Your instructions ▸ Filter the entries that follow, copying every line in which the word "node" appears.

--------------------------------------------------

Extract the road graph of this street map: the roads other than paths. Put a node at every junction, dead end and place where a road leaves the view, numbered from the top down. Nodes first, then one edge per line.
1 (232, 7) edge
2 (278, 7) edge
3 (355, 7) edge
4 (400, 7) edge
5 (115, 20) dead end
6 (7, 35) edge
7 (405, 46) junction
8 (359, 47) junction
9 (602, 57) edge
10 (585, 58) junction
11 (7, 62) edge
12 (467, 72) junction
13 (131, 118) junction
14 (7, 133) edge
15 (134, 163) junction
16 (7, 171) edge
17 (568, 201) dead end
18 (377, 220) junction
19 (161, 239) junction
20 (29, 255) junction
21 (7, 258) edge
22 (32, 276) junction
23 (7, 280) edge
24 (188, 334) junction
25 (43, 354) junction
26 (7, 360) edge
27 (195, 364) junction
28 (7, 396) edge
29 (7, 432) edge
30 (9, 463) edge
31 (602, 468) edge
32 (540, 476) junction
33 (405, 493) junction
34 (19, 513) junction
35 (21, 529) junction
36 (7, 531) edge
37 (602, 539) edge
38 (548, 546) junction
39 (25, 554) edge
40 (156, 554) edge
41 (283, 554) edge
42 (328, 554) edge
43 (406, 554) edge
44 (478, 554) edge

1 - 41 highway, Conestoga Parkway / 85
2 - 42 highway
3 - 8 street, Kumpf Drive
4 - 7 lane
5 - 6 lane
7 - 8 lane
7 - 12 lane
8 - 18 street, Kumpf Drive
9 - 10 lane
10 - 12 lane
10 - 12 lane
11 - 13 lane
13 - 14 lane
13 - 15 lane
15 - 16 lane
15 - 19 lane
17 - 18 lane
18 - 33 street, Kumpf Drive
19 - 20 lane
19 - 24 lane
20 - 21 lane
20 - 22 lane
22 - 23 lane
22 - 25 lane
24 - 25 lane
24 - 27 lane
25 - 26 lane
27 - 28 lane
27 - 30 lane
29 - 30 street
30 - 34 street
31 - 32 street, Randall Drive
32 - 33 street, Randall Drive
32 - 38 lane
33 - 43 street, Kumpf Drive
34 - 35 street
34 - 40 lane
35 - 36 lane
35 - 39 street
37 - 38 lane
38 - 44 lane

--------------------------------------------------

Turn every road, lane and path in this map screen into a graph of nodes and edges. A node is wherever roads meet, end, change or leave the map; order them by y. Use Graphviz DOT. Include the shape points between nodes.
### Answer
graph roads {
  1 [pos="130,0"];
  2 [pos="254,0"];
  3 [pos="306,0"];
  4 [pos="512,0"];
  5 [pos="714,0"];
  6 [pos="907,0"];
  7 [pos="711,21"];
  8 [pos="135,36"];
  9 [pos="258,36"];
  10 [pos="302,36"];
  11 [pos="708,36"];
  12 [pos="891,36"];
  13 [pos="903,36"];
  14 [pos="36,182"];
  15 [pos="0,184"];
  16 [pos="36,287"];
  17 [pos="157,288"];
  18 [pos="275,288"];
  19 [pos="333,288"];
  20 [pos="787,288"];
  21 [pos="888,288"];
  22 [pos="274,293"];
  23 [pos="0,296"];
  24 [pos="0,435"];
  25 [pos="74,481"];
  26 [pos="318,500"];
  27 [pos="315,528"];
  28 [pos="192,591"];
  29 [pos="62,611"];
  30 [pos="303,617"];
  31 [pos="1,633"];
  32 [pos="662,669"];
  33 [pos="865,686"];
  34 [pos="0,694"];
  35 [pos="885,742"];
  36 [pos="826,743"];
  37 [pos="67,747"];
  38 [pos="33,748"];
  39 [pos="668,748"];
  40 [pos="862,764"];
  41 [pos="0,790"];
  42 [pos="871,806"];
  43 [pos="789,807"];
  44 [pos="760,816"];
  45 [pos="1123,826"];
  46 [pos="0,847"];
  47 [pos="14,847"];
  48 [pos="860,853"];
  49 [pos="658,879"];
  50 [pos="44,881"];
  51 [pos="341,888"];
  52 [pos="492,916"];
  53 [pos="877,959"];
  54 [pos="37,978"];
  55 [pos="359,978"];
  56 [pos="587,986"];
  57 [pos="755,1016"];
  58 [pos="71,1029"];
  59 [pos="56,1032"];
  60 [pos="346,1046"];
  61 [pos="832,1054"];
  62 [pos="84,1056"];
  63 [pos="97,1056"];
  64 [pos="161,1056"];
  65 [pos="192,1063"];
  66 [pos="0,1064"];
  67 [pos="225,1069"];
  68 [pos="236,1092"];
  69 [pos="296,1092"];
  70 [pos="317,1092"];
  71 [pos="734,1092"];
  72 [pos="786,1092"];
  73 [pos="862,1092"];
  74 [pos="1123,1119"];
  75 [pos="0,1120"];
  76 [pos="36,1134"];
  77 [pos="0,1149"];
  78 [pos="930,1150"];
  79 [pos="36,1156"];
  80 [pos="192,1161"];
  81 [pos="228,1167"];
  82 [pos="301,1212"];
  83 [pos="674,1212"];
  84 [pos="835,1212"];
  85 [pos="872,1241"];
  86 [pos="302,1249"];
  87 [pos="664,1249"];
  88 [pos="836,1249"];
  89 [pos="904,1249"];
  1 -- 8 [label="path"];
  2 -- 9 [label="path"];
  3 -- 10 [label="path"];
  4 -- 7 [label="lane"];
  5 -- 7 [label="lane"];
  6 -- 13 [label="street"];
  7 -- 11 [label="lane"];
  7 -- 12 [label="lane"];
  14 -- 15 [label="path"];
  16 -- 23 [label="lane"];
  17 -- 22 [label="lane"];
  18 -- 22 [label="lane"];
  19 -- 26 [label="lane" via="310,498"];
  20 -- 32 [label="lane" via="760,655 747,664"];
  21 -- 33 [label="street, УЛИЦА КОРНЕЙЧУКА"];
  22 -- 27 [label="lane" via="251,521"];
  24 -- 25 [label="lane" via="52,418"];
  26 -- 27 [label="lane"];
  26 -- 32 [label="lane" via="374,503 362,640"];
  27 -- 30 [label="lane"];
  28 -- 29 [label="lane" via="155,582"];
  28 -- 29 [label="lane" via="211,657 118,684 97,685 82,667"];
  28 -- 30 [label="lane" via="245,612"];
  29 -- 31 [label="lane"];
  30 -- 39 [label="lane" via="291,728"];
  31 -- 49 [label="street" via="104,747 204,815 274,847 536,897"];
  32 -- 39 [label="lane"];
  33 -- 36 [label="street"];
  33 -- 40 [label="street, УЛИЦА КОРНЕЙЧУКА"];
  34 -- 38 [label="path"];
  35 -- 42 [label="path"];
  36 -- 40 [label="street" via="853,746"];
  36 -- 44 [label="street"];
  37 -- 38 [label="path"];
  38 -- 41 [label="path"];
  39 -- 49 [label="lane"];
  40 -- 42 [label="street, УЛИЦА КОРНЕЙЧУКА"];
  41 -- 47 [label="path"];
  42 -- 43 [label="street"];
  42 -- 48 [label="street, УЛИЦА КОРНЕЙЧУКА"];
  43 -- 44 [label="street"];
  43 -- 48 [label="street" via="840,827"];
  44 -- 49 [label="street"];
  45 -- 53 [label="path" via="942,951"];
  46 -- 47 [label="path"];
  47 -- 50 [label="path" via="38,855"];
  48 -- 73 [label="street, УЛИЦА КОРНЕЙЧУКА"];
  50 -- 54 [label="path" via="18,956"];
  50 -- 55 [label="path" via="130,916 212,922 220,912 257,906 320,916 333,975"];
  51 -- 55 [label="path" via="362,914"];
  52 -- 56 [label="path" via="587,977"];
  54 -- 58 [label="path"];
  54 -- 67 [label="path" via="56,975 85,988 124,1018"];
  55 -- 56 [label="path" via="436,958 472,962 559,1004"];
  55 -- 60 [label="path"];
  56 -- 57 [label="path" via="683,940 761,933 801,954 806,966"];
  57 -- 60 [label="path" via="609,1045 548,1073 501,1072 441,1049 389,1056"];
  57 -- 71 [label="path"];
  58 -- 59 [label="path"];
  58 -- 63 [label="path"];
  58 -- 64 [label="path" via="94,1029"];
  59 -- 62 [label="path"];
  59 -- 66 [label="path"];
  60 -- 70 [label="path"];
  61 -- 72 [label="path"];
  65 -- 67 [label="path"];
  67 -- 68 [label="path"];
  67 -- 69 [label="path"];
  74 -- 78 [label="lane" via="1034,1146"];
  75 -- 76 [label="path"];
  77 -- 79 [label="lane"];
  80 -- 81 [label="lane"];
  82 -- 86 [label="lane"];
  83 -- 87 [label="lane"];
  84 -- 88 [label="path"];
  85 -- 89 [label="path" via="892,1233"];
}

--------------------------------------------------

Result for this task ▸
Extract the road graph of this street map: the roads other than paths. Put a node at every junction, dead end and place where a road leaves the view, numbered from the top down. Nodes first, then one edge per line.
Turn every road, lane and path in this map screen into a graph of nodes and edges. A node is wherever roads meet, end, change or leave the map; order them by y. Use Graphviz DOT. Include the shape points between nodes.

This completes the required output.